Listed records -
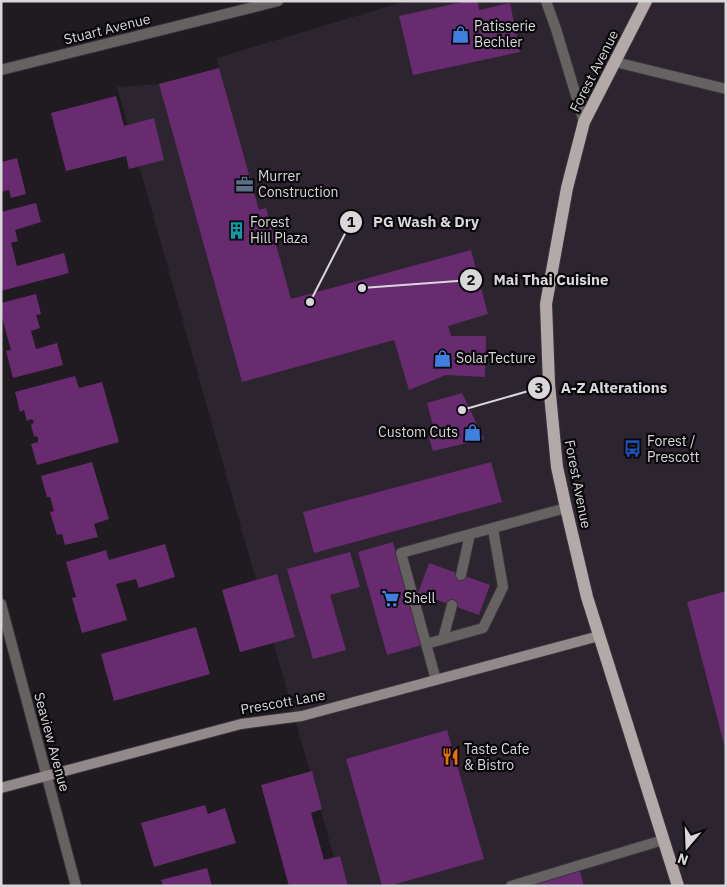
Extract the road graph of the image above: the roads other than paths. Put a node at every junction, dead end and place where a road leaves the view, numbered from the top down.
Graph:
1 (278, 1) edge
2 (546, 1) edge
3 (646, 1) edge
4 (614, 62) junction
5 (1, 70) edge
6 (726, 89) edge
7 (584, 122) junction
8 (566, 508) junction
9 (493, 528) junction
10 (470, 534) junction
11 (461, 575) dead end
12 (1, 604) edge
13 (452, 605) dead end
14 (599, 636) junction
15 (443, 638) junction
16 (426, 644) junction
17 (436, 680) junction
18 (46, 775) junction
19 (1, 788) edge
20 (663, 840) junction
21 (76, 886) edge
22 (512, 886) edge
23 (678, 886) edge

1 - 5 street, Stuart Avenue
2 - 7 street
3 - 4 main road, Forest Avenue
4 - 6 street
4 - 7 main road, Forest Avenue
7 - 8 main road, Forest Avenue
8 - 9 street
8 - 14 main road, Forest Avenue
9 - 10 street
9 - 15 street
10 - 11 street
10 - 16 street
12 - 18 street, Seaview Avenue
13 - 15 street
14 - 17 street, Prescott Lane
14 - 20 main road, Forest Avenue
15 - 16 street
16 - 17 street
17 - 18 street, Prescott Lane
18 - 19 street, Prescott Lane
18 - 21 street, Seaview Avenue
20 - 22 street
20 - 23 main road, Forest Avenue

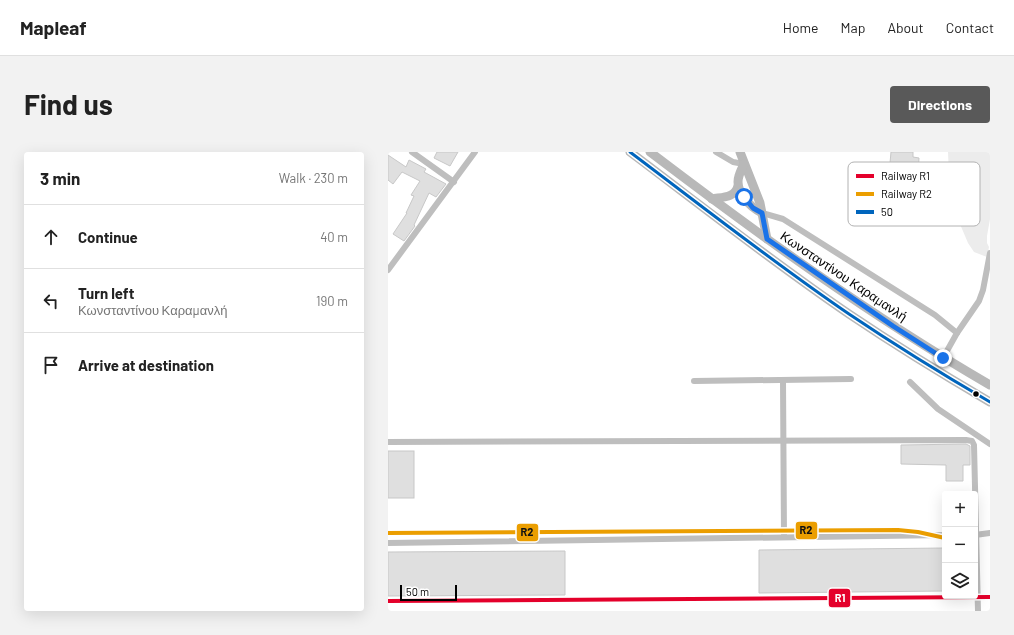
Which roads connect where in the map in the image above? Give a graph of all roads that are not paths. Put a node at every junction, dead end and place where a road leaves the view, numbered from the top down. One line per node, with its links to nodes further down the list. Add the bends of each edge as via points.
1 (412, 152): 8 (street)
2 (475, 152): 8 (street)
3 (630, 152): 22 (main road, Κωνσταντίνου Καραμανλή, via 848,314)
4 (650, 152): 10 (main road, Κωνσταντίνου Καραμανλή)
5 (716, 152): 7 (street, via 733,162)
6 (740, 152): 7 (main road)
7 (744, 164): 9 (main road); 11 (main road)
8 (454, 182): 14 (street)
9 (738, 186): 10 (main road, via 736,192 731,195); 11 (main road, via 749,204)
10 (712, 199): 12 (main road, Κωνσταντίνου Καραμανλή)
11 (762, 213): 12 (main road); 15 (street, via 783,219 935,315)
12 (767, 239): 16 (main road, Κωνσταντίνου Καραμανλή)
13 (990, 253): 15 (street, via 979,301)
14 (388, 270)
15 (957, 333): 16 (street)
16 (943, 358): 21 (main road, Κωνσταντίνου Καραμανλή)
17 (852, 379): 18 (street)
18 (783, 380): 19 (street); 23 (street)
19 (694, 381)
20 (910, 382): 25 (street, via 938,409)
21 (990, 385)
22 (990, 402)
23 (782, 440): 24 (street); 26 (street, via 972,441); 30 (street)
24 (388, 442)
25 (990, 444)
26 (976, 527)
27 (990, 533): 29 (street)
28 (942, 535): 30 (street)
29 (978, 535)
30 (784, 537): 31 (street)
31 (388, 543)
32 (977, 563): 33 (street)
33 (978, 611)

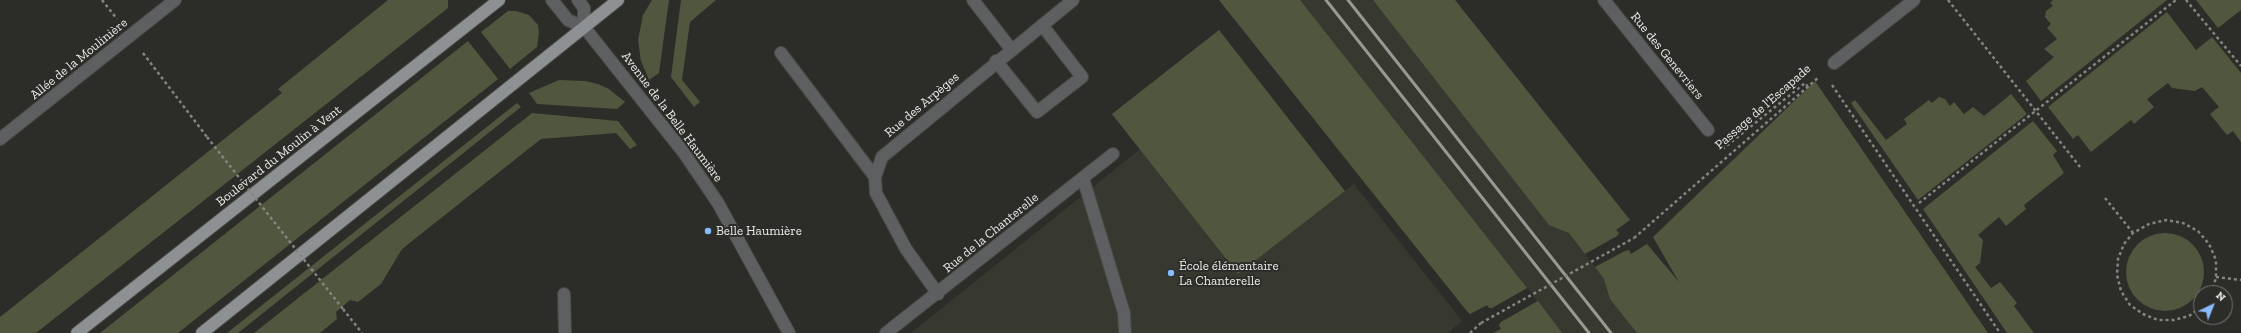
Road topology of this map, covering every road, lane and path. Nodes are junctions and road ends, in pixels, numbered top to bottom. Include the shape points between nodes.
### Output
* * *
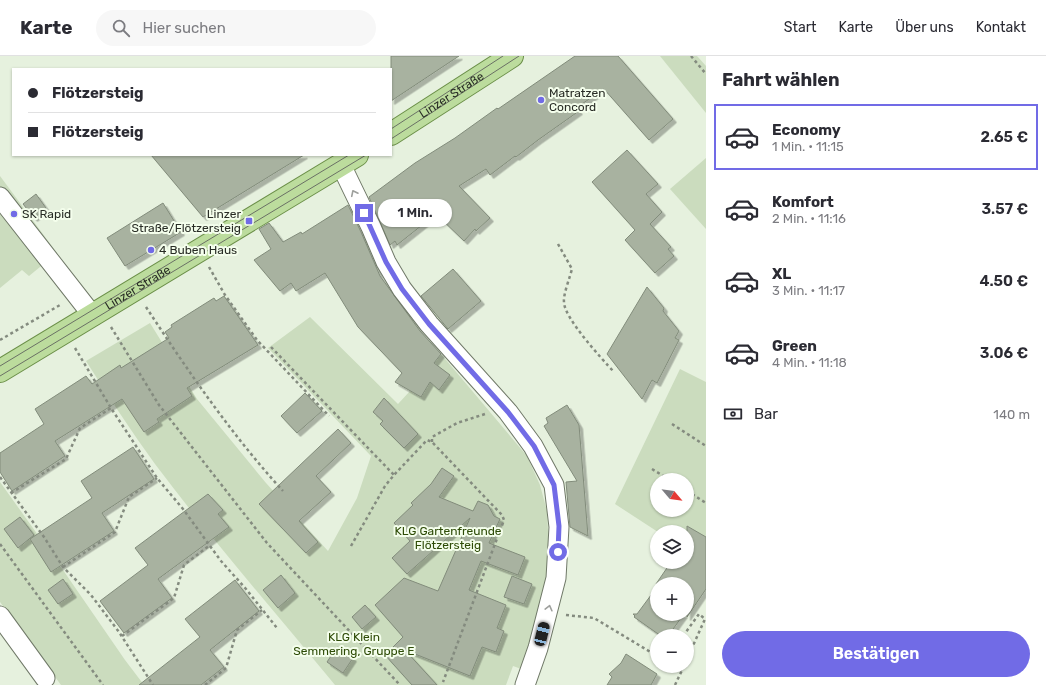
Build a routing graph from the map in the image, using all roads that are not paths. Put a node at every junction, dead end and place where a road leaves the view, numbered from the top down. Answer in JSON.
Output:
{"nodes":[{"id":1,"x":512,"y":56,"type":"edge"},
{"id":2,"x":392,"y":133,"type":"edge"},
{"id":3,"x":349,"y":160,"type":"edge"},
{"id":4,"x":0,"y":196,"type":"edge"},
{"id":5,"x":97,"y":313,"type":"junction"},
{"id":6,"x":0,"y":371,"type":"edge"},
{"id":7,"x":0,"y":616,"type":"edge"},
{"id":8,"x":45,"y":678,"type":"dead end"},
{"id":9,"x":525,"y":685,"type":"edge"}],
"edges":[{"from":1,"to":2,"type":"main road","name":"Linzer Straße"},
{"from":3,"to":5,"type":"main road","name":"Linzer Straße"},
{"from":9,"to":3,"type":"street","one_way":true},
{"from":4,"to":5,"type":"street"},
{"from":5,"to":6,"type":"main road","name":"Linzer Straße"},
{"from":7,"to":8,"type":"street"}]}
--
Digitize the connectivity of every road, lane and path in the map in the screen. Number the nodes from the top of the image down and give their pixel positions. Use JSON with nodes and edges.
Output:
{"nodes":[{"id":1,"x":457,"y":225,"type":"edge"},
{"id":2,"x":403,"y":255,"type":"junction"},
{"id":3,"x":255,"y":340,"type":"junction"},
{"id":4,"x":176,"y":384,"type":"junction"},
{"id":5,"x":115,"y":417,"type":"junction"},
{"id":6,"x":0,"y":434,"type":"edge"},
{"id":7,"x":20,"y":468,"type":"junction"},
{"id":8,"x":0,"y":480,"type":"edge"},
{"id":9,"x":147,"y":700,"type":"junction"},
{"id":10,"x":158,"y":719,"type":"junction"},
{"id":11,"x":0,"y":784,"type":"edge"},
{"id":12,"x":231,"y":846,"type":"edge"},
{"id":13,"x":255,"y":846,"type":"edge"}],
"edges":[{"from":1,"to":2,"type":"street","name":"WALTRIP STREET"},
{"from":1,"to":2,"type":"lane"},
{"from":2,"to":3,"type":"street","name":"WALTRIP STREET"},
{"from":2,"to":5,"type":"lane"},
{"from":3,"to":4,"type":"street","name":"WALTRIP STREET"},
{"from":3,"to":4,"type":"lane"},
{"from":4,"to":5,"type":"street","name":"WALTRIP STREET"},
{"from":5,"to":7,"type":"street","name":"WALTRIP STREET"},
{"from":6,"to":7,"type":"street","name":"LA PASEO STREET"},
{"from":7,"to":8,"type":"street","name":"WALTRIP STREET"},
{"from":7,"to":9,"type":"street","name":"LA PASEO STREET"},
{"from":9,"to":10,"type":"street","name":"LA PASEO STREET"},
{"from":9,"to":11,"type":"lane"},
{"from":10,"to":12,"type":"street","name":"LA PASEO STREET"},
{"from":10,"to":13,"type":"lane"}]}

Aim of the task - Each line of the listing that contains the word "JSON" must be copied.

Task result -
Build a routing graph from the map in the image, using all roads that are not paths. Put a node at every junction, dead end and place where a road leaves the view, numbered from the top down. Answer in JSON.
Digitize the connectivity of every road, lane and path in the map in the screen. Number the nodes from the top of the image down and give their pixel positions. Use JSON with nodes and edges.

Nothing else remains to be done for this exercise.